==== Available records ====
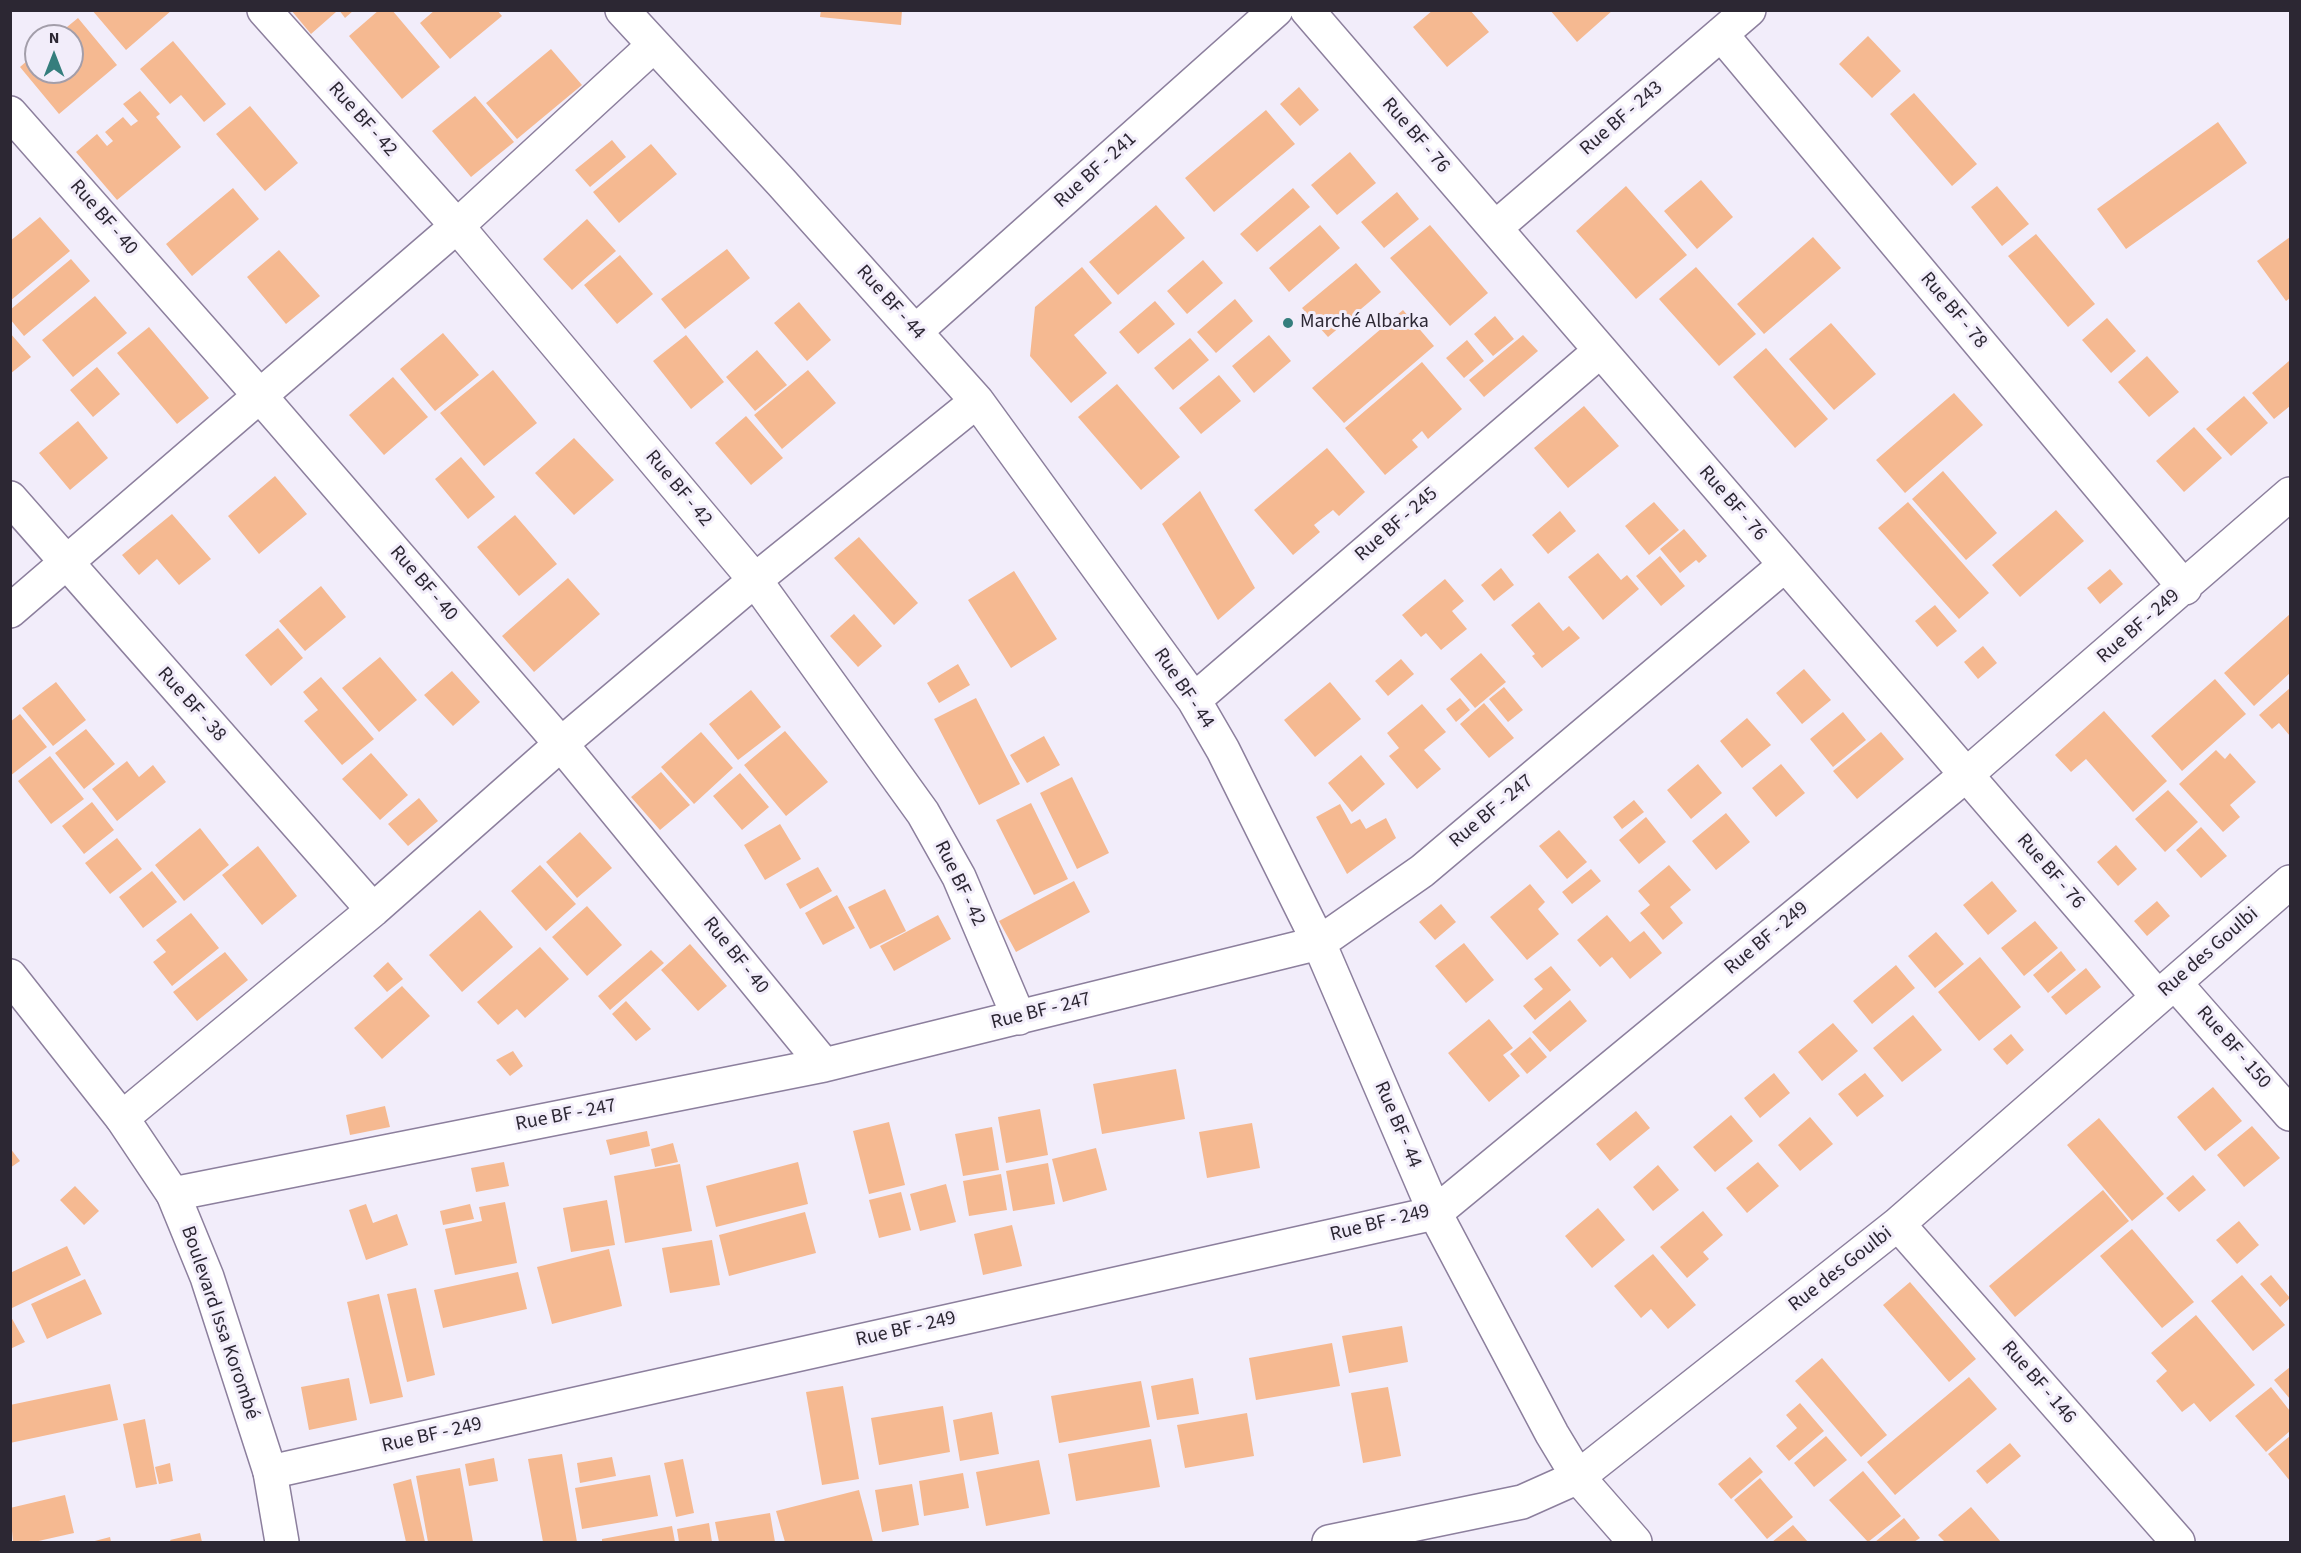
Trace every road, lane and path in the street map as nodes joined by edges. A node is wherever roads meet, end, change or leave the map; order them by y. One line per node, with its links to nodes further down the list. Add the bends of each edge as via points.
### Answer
1 (264, 10): 9 (street, Rue BF - 42)
2 (622, 10): 7 (street, Rue BF - 44)
3 (1276, 10): 11 (street, Rue BF - 241)
4 (1307, 10): 10 (street, Rue BF - 76)
5 (1749, 10): 6 (street, Rue BF - 243)
6 (1721, 34): 10 (street, Rue BF - 243); 20 (street, Rue BF - 78)
7 (653, 45): 9 (street); 11 (street, Rue BF - 44)
8 (10, 112): 13 (street, Rue BF - 40)
9 (457, 226): 13 (street); 19 (street, Rue BF - 42)
10 (1495, 228): 12 (street, Rue BF - 76)
11 (916, 331): 14 (street, Rue BF - 44)
12 (1600, 351): 18 (street, Rue BF - 76); 22 (street, Rue BF - 245)
13 (261, 396): 17 (street); 23 (street, Rue BF - 40)
14 (977, 401): 19 (street); 22 (street, Rue BF - 44)
15 (2290, 494): 20 (street, Rue BF - 249)
16 (10, 498): 17 (street, Rue BF - 38)
17 (67, 564): 21 (street); 26 (street, Rue BF - 38)
18 (1785, 565): 24 (street, Rue BF - 76); 27 (street, Rue BF - 247, via 1422,871)
19 (755, 580): 23 (street); 30 (street, Rue BF - 42, via 923,813 959,877)
20 (2185, 588): 24 (street, Rue BF - 249)
21 (10, 611)
22 (1194, 700): 27 (street, Rue BF - 44)
23 (561, 744): 26 (street); 31 (street, Rue BF - 40)
24 (1966, 775): 29 (street, Rue BF - 76); 35 (street, Rue BF - 249)
25 (2290, 882): 29 (street, Rue des Goulbi)
26 (373, 910): 33 (street)
27 (1319, 943): 30 (street, Rue BF - 247); 35 (street, Rue BF - 44)
28 (10, 976): 33 (street, Boulevard Issa Korombé)
29 (2167, 990): 32 (street, Rue BF - 150); 36 (street, Rue des Goulbi)
30 (1019, 1018): 31 (street, Rue BF - 247)
31 (824, 1065): 34 (street, Rue BF - 247)
32 (2290, 1114)
33 (122, 1118): 34 (street, Boulevard Issa Korombé)
34 (173, 1194): 37 (street, Boulevard Issa Korombé, via 207,1277)
35 (1435, 1213): 37 (street, Rue BF - 249); 38 (street, Rue BF - 44)
36 (1898, 1224): 38 (street, Rue des Goulbi); 42 (street, Rue BF - 146)
37 (270, 1472): 39 (street, Boulevard Issa Korombé)
38 (1578, 1478): 40 (street, Rue des Goulbi, via 1522,1502); 41 (street, Rue BF - 44)
39 (282, 1542)
40 (1329, 1542)
41 (1635, 1542)
42 (2178, 1542)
====
=== Exercise prompt ===
The answer must be an exact copy of every record above, minus the pictures.

=== Finished task ===
Trace every road, lane and path in the street map as nodes joined by edges. A node is wherever roads meet, end, change or leave the map; order them by y. One line per node, with its links to nodes further down the list. Add the bends of each edge as via points.
### Answer
1 (264, 10): 9 (street, Rue BF - 42)
2 (622, 10): 7 (street, Rue BF - 44)
3 (1276, 10): 11 (street, Rue BF - 241)
4 (1307, 10): 10 (street, Rue BF - 76)
5 (1749, 10): 6 (street, Rue BF - 243)
6 (1721, 34): 10 (street, Rue BF - 243); 20 (street, Rue BF - 78)
7 (653, 45): 9 (street); 11 (street, Rue BF - 44)
8 (10, 112): 13 (street, Rue BF - 40)
9 (457, 226): 13 (street); 19 (street, Rue BF - 42)
10 (1495, 228): 12 (street, Rue BF - 76)
11 (916, 331): 14 (street, Rue BF - 44)
12 (1600, 351): 18 (street, Rue BF - 76); 22 (street, Rue BF - 245)
13 (261, 396): 17 (street); 23 (street, Rue BF - 40)
14 (977, 401): 19 (street); 22 (street, Rue BF - 44)
15 (2290, 494): 20 (street, Rue BF - 249)
16 (10, 498): 17 (street, Rue BF - 38)
17 (67, 564): 21 (street); 26 (street, Rue BF - 38)
18 (1785, 565): 24 (street, Rue BF - 76); 27 (street, Rue BF - 247, via 1422,871)
19 (755, 580): 23 (street); 30 (street, Rue BF - 42, via 923,813 959,877)
20 (2185, 588): 24 (street, Rue BF - 249)
21 (10, 611)
22 (1194, 700): 27 (street, Rue BF - 44)
23 (561, 744): 26 (street); 31 (street, Rue BF - 40)
24 (1966, 775): 29 (street, Rue BF - 76); 35 (street, Rue BF - 249)
25 (2290, 882): 29 (street, Rue des Goulbi)
26 (373, 910): 33 (street)
27 (1319, 943): 30 (street, Rue BF - 247); 35 (street, Rue BF - 44)
28 (10, 976): 33 (street, Boulevard Issa Korombé)
29 (2167, 990): 32 (street, Rue BF - 150); 36 (street, Rue des Goulbi)
30 (1019, 1018): 31 (street, Rue BF - 247)
31 (824, 1065): 34 (street, Rue BF - 247)
32 (2290, 1114)
33 (122, 1118): 34 (street, Boulevard Issa Korombé)
34 (173, 1194): 37 (street, Boulevard Issa Korombé, via 207,1277)
35 (1435, 1213): 37 (street, Rue BF - 249); 38 (street, Rue BF - 44)
36 (1898, 1224): 38 (street, Rue des Goulbi); 42 (street, Rue BF - 146)
37 (270, 1472): 39 (street, Boulevard Issa Korombé)
38 (1578, 1478): 40 (street, Rue des Goulbi, via 1522,1502); 41 (street, Rue BF - 44)
39 (282, 1542)
40 (1329, 1542)
41 (1635, 1542)
42 (2178, 1542)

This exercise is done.